Thursday 14 June 2012

Night flights.

When I bring the money back to Lochlan I have to search all over the place for him. I finally find him behind the garage, hard at work re-wrapping wicks on his torches. He's been trying to give his bad arm a workout, albeit for very short increments. He says it hurts like hell but he doesn't stop. His muscles have atrophied and he's anxious to return them to shape. Only I think he pushes it. He wasn't supposed to risk injury. The torches are heavy and it's far too much too soon but Lochlan doesn't listen to reason when it comes to his own preservation. Only mine.

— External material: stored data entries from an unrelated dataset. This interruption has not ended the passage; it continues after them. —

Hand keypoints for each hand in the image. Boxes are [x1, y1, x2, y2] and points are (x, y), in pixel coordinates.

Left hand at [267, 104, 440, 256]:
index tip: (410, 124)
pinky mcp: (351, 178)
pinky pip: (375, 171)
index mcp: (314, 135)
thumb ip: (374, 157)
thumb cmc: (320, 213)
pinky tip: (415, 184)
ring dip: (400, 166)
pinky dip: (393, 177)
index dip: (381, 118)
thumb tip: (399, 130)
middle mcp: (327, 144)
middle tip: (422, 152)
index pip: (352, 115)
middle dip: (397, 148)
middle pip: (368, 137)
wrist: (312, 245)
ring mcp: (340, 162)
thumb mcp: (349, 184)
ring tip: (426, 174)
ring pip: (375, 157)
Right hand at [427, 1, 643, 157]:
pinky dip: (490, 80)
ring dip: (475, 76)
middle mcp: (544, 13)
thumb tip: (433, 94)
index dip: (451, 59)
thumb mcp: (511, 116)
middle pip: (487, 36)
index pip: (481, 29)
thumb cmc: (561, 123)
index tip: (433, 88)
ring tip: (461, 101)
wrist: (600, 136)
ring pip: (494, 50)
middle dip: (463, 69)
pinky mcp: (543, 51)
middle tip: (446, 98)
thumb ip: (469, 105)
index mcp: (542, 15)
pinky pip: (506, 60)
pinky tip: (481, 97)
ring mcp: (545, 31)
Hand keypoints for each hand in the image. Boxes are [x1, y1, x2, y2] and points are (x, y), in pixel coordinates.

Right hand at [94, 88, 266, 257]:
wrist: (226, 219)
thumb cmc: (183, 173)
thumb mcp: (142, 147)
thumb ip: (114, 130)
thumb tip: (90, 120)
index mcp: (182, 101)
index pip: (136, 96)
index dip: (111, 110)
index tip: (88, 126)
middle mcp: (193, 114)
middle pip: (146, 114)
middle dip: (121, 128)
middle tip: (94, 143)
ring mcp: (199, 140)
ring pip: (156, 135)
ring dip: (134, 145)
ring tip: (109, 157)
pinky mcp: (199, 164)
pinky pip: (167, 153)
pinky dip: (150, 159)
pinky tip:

Can you hold this? He passes me the roll of webbing. I drop it almost instantly.

That's a no, then? He laughs and scoops it up, putting it back into my hands. Just don't move. He holds his hand up to freeze me in place.

He's always done hand signals in case I miss the words. Like Cole, he never acknowledged the fact that I might have a hearing loss, he just compensated for what was missing. Cole talked directly into my ear, making the hair on the back of my neck stand up straight, shivers going down my spine. Lochlan used hand signals, because I was always on the other side of a ride, or at the top of a platform or out in the crowd looking for easy marks. Subtle signals that he still uses and I still obey. They certainly aren't as in-your-face as Caleb and Ben's forcible verbal directions and so they mostly escape scrutiny. When Lochlan issues a verbal command, I fulfill it even faster. He has degrees of seriousness and I know him better than I know anyone else. Maybe even myself as I continue to stand there holding the roll of tape while he lights the other five torches that he has with him tonight.

He motions for me to walk out ten feet. I'm in the center of the driveway. He turns around and walks to me backward, throwing the torches low. They burn red today. Magic fire, I always say and smile and he laughs. There's no magic in this, he tells me each time.

When he reaches me he stops walking. I am peeking over his shoulder. All around me torches rise and fall and spin and twirl and burn. I am in the center of a maelstrom. Firestorm. I step forward slightly until I am pressed against his back. I feel his shoulders working alternately, I watch his hands let go of the handles of the torches. He steps away slightly, always mindful of the danger and where I am in relation to it.

I step forward again and he walks five paces away, still throwing and then when he's far enough away he drops his hands and lets everything fall. Burning torches bounce on the concrete rolling in lazy arcs back and forth slowly as he turns around. Flames fall from the sky to light a circle around us. When I take count of the torches I see that I am in the circle too.

I look up at him in surprise.

How did you do that?

Magic, Bridget. You used to believe in it wholeheartedly. He turns away and begins to dunk the torches in the bucket, one by one.

Still do.

He doesn't look up but I see him smile wide. It's enough.